THE DATA |
☆ ☆ ☆ ☆

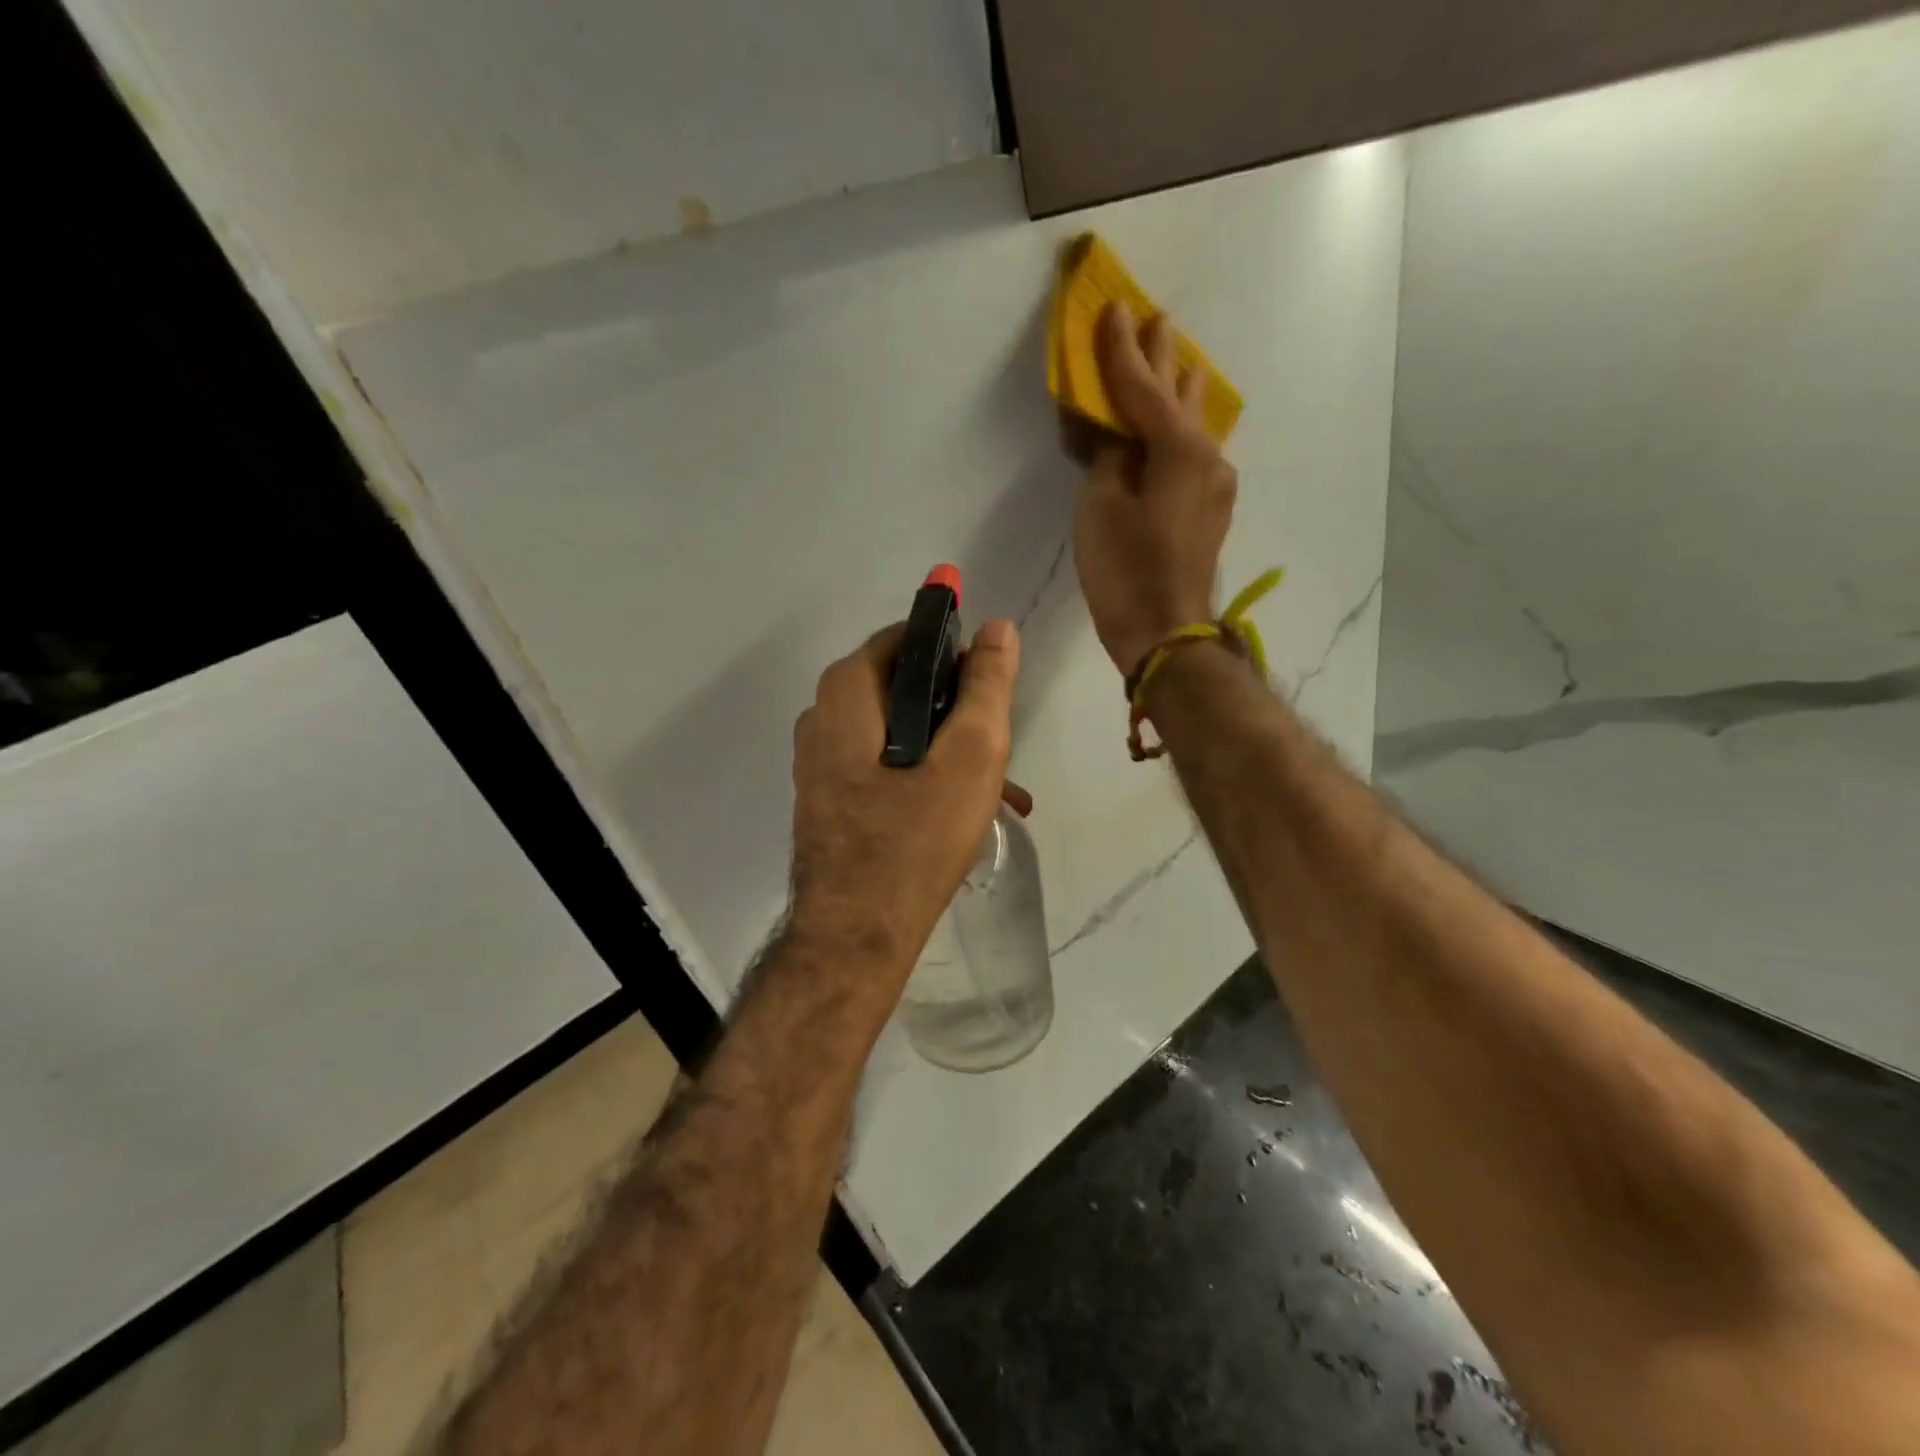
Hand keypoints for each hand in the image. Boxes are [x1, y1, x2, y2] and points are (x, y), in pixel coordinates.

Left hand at [789, 619, 1021, 985]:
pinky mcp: (829, 800)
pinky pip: (884, 769)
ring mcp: (820, 764)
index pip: (907, 639)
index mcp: (846, 694)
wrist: (857, 937)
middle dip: (959, 712)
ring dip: (949, 751)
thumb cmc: (916, 839)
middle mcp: (822, 720)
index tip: (991, 687)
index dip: (956, 653)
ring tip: (1001, 789)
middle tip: (1001, 744)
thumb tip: (996, 627)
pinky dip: (924, 778)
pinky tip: (965, 813)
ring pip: (898, 734)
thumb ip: (986, 686)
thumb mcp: (970, 755)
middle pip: (903, 689)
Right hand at [1074, 302, 1237, 679]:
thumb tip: (1118, 436)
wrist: (1166, 633)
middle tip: (1154, 318)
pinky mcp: (1212, 507)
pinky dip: (1182, 428)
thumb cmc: (1125, 572)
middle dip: (1164, 357)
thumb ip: (1109, 458)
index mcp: (1178, 449)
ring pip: (1197, 421)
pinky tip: (1181, 420)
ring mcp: (1216, 482)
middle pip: (1182, 394)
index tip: (1112, 306)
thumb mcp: (1100, 508)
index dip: (1122, 349)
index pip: (1143, 387)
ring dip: (1180, 389)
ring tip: (1174, 359)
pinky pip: (1196, 450)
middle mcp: (1208, 455)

☆ ☆ ☆ ☆

TASK INSTRUCTIONS | Within the records, how many lines include "middle"? The answer is the number and nothing else.

YOUR RESPONSE | 8